Scientific classification
- Kingdom: Plantae
- Clade: Embryophytes
- Clade: Tracheophytes
- Clade: Spermatophytes
- Clade: Angiosperms
- Clade: Eudicots
- Clade: Rosids
- Order: Cucurbitales
- Family: Cucurbitaceae
- Genus: Ibervillea
- Species: I. lindheimeri
- Binomial name: Ibervillea lindheimeri (A.Gray) Greene
- Synonyms: Sicydium lindheimeri A.Gray ; Sicydium tenellum Naudin ; Sicydium tripartitum Naudin ; Maximowiczia lindheimeri (A.Gray) Cogn. ; Maximowiczia tripartita (Naudin) Cogn. ; Maximowiczia tripartita var. tenella (Naudin) Cogn. ; Ibervillea tripartita (Naudin) Greene ; Ibervillea tenella (Naudin) Small;

= Ibervillea lindheimeri =

- Authority: (A.Gray) Greene
- Conservation status: G4

Species of flowering plant

Ibervillea lindheimeri, commonly called snake apple, balsam gourd, Rio Grande globeberry, or Lindheimer's globeberry is a species of flowering plant in the gourd family Cucurbitaceae.

== Description ==
Ibervillea lindheimeri is a perennial, deciduous vining plant with alternate leaves that grows up to 10 feet. The leaves have 3 to 5 lobes which are deeply cut and finely toothed and are 1.5 to 3.5 inches in diameter.

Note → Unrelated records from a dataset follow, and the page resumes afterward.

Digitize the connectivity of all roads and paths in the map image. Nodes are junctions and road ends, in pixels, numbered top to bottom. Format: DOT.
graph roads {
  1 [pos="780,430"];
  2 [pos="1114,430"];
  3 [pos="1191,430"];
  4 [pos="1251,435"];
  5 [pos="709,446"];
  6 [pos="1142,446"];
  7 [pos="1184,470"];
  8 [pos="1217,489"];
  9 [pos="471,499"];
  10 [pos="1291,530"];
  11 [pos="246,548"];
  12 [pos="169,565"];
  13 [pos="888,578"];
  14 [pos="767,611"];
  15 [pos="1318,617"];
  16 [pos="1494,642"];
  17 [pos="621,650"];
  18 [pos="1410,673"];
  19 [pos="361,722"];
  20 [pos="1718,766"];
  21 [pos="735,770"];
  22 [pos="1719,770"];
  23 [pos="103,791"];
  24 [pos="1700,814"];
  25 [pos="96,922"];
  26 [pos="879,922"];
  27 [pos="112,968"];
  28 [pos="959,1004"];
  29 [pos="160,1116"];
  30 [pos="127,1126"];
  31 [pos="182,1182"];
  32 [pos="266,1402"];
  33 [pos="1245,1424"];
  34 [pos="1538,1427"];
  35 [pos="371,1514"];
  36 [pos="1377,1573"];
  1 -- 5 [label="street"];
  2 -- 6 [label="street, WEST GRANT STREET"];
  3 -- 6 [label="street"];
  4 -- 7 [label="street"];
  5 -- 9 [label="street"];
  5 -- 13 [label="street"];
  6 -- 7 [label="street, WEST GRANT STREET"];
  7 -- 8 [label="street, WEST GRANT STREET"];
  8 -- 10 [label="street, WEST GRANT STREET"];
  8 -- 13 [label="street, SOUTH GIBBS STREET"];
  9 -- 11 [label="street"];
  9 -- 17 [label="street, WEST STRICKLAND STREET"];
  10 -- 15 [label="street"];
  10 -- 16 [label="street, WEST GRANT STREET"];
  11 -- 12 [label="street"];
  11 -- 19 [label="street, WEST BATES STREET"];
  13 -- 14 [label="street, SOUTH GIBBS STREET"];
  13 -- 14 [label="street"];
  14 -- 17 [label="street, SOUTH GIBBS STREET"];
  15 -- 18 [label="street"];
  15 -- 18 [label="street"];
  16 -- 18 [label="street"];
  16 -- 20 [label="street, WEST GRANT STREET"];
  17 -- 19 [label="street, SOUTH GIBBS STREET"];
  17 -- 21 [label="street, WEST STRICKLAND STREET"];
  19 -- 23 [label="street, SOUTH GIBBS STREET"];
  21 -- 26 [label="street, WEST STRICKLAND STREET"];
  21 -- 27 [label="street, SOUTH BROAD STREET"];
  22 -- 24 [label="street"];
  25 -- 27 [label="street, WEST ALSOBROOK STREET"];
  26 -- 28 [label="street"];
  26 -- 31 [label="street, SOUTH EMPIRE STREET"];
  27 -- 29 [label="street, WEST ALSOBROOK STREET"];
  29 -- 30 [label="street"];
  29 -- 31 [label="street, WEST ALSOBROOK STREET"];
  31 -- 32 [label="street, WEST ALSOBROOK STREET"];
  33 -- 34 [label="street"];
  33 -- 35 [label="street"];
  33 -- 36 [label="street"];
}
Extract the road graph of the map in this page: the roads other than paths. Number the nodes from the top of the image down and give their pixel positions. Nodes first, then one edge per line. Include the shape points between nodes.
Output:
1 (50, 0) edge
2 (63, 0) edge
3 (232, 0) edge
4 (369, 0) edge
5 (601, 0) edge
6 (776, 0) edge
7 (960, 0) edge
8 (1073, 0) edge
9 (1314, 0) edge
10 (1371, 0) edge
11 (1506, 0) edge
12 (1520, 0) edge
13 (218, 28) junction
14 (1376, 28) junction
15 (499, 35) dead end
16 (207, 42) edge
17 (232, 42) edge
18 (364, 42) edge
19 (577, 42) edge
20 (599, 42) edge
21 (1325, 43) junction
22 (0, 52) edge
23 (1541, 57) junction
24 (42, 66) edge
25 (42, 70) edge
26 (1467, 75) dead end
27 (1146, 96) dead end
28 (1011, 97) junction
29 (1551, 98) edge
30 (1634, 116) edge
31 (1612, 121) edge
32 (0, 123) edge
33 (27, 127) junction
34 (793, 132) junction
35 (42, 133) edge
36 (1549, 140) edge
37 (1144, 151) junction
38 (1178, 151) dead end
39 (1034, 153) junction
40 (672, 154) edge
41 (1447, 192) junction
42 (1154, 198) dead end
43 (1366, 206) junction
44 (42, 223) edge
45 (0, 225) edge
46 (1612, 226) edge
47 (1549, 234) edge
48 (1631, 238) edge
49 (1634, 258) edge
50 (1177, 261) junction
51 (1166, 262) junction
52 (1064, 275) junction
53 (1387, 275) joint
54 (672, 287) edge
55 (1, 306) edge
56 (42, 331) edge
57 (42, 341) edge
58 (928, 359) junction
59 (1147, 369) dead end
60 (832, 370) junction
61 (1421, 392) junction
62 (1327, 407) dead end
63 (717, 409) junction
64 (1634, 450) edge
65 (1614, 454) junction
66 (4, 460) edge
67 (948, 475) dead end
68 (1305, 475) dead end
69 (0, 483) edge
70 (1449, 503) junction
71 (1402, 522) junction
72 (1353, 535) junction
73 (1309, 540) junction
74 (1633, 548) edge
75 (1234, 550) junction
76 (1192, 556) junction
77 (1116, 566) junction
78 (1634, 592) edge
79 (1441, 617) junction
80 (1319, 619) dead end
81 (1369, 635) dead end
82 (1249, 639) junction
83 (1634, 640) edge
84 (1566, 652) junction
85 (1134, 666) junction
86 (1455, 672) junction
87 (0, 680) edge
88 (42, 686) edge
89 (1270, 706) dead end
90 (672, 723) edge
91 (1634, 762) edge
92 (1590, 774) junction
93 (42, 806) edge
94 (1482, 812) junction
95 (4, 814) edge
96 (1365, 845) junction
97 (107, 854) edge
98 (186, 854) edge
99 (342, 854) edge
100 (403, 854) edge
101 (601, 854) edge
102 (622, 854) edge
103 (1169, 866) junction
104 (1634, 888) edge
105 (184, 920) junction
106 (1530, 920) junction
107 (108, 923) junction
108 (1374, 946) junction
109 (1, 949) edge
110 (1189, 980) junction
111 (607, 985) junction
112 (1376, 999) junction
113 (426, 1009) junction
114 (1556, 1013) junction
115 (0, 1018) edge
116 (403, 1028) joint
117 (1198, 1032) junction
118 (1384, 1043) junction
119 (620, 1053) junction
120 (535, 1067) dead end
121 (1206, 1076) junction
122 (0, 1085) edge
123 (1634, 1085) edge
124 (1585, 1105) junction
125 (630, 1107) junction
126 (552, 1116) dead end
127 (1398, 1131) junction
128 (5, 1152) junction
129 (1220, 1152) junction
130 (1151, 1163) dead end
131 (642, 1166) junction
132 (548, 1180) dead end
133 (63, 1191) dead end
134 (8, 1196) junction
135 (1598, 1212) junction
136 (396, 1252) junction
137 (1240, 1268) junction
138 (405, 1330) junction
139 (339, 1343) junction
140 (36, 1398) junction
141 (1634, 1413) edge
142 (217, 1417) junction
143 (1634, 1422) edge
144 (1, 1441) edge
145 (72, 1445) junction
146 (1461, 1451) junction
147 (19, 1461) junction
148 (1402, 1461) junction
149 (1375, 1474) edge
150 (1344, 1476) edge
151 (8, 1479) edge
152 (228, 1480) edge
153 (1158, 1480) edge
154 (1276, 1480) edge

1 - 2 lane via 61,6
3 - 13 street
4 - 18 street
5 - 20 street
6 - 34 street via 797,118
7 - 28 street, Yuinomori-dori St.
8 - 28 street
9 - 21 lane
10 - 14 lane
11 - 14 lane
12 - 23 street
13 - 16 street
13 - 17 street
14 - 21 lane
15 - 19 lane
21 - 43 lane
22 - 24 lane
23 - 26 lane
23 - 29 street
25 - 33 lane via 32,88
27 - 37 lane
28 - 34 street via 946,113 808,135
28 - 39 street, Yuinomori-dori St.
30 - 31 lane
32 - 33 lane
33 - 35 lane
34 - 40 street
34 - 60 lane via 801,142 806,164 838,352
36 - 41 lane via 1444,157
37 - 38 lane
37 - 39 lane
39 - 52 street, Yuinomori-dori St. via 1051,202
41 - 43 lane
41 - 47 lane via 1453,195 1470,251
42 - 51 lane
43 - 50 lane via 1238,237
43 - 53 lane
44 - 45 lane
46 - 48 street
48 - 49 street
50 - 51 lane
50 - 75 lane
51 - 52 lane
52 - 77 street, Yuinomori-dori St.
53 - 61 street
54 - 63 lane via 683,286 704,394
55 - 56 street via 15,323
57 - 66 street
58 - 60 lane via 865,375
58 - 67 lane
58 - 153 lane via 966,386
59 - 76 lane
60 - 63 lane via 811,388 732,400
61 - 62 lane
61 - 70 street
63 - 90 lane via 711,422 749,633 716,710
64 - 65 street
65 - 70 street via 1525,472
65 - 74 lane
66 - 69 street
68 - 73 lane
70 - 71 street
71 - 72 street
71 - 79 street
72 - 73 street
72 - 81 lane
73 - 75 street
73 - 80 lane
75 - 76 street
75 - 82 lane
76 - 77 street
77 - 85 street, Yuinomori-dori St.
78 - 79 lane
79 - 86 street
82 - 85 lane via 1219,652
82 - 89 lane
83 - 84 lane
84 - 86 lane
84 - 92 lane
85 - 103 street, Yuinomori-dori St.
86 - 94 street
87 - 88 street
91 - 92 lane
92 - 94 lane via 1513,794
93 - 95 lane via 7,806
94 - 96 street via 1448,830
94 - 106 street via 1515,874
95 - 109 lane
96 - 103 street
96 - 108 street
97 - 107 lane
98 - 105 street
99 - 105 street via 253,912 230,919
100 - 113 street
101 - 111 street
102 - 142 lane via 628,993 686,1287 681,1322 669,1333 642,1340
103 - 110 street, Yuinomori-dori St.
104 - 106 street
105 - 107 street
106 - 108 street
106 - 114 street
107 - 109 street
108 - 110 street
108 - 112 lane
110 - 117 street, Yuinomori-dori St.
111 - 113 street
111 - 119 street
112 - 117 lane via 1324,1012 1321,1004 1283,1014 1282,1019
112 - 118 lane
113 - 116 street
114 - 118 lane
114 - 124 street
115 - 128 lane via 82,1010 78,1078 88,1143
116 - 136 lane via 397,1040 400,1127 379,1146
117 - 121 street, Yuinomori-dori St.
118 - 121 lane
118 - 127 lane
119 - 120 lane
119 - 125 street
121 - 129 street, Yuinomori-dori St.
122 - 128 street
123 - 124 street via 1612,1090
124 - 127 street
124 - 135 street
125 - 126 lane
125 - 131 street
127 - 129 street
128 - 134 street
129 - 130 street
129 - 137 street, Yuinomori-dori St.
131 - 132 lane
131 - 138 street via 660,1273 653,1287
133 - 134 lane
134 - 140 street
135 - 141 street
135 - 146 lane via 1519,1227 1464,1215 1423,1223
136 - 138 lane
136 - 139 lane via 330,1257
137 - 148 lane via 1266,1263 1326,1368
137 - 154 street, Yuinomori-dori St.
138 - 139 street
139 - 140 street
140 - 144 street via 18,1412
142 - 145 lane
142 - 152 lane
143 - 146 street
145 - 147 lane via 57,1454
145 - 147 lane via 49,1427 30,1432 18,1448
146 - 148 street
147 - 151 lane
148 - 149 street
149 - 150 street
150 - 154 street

The yellow flowers typically bloom between April-September and have 5 deeply-cut and fine-toothed lobes. Flowers are about 0.5in across.

It produces 20-30mm berry-like, orange-red fruits which contain densely hairy seeds

== Distribution and habitat ==
Ibervillea lindheimeri is native to Texas, Oklahoma and New Mexico in the United States as well as Northern Mexico. It grows best in sunnier environments and will produce greater quantity of fruits, but is able to grow well in partial shade. It is a climbing plant typically requiring something to climb with tendrils.

== Uses ==
Ibervillea lindheimeri has been cultivated for its attractive leaves and red fruits as both an indoor plant and for gardens. The flowers attract a variety of pollinating insects and birds feed on the fruits.

The fruits are not known to be poisonous, and as such are not referenced in any toxic plant databases however, they are also not edible by humans and likewise not listed in any edible plant databases.